* PROVIDED DATA:
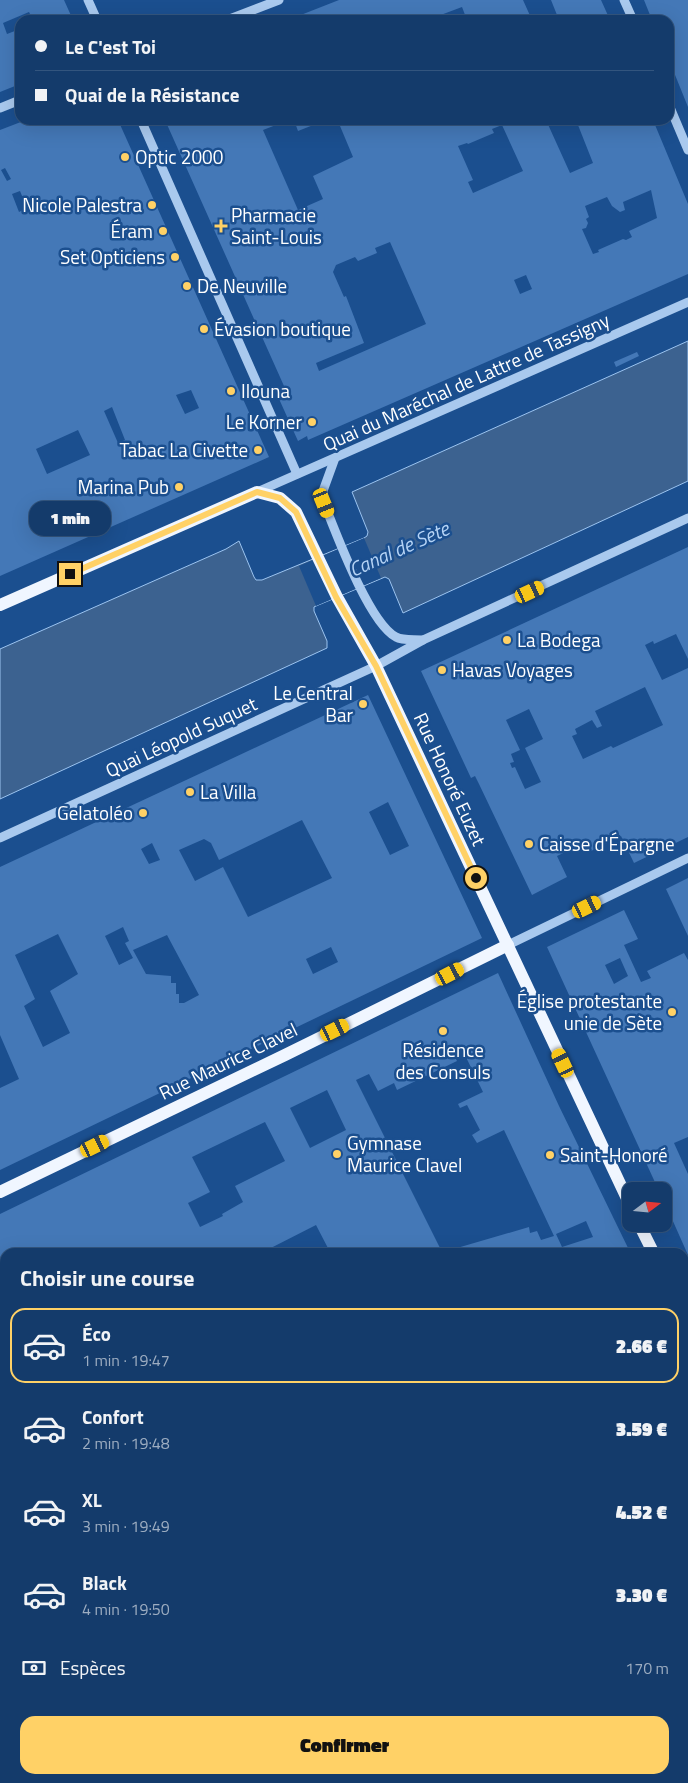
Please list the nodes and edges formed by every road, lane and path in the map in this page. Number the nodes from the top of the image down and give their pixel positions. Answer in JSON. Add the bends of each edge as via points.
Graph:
{"nodes":[{"id":1,"x":88,"y":0,"type":"edge"},
{"id":2,"x":279,"y":0,"type":"edge"},
{"id":3,"x":624,"y":0,"type":"edge"},
{"id":4,"x":95,"y":15,"type":"edge"},
{"id":5,"x":240,"y":15,"type":"edge"},
{"id":6,"x":630,"y":15,"type":"edge"},
{"id":7,"x":15,"y":102,"type":"edge"},
{"id":8,"x":0,"y":108,"type":"edge"},
{"id":9,"x":674,"y":117,"type":"edge"},
{"id":10,"x":143,"y":125,"type":"edge"},
{"id":11,"x":688,"y":150,"type":"edge"},
{"id":12,"x":688,"y":302,"type":"edge"},
{"id":13,"x":335,"y":458,"type":"junction"},
{"id":14,"x":297,"y":474,"type":"junction"},
{"id":15,"x":257,"y":492,"type":"junction"},
{"id":16,"x":688,"y":518,"type":"edge"},
{"id":17,"x":0,"y":605,"type":"edge"},
{"id":18,"x":423,"y":640,"type":"junction"},
{"id":19,"x":376,"y":666,"type":"junction"},
{"id":20,"x":0,"y":838,"type":"edge"},
{"id":21,"x":688,"y":858,"type":"edge"},
{"id":22,"x":508,"y":945,"type":"junction"},
{"id":23,"x":622,"y":1188,"type":"edge"},
{"id":24,"x":0,"y":1192,"type":"edge"},
{"id":25,"x":643,"y":1232,"type":"edge"},
{"id":26,"x":651,"y":1248,"type":"edge"}],
"edges":[{"from":1,"to":4,"type":"street"},
{"from":2,"to":5,"type":"street"},
{"from":3,"to":6,"type":"street"},
{"from":7,"to":8,"type":"street"},
{"from":9,"to":11,"type":"street"},
{"from":10,"to":14,"type":"street"},
{"from":12,"to":13,"type":"street","name":"Quai du Maréchal de Lattre de Tassigny"},
{"from":13,"to":14,"type":"street","name":"Quai du Maréchal de Lattre de Tassigny"},
{"from":13,"to":18,"type":"street","via":[[323,491],[324,503],[360,587],[385,630],[398,639]]},
{"from":14,"to":15,"type":"street","name":"Quai du Maréchal de Lattre de Tassigny"},
{"from":15,"to":17,"type":"main road"},
{"from":15,"to":19,"type":"main road","name":"Rue Honoré Euzet","via":[[280,498],[296,512],[336,597]]},
{"from":16,"to":18,"type":"street","name":"Quai Léopold Suquet"},
{"from":18,"to":19,"type":"street","name":"Quai Léopold Suquet"},
{"from":19,"to":20,"type":"street","name":"Quai Léopold Suquet"},
{"from":19,"to":22,"type":"main road","name":"Rue Honoré Euzet"},
{"from":21,"to":22,"type":"street","name":"Rue Maurice Clavel"},
{"from":22,"to":23,"type":"main road","name":"Rue Honoré Euzet"},
{"from":22,"to":24,"type":"main road","name":"Rue Maurice Clavel"},
{"from":25,"to":26,"type":"main road"}]}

* WHAT THE TASK REQUIRES: In the entries above, find each line with the word "Tassigny" and return it.

* EXERCISE ANSWER:
{"from":12,"to":13,"type":"street","name":"Quai du Maréchal de Lattre de Tassigny"},
{"from":13,"to":14,"type":"street","name":"Quai du Maréchal de Lattre de Tassigny"},
{"from":14,"to":15,"type":"street","name":"Quai du Maréchal de Lattre de Tassigny"},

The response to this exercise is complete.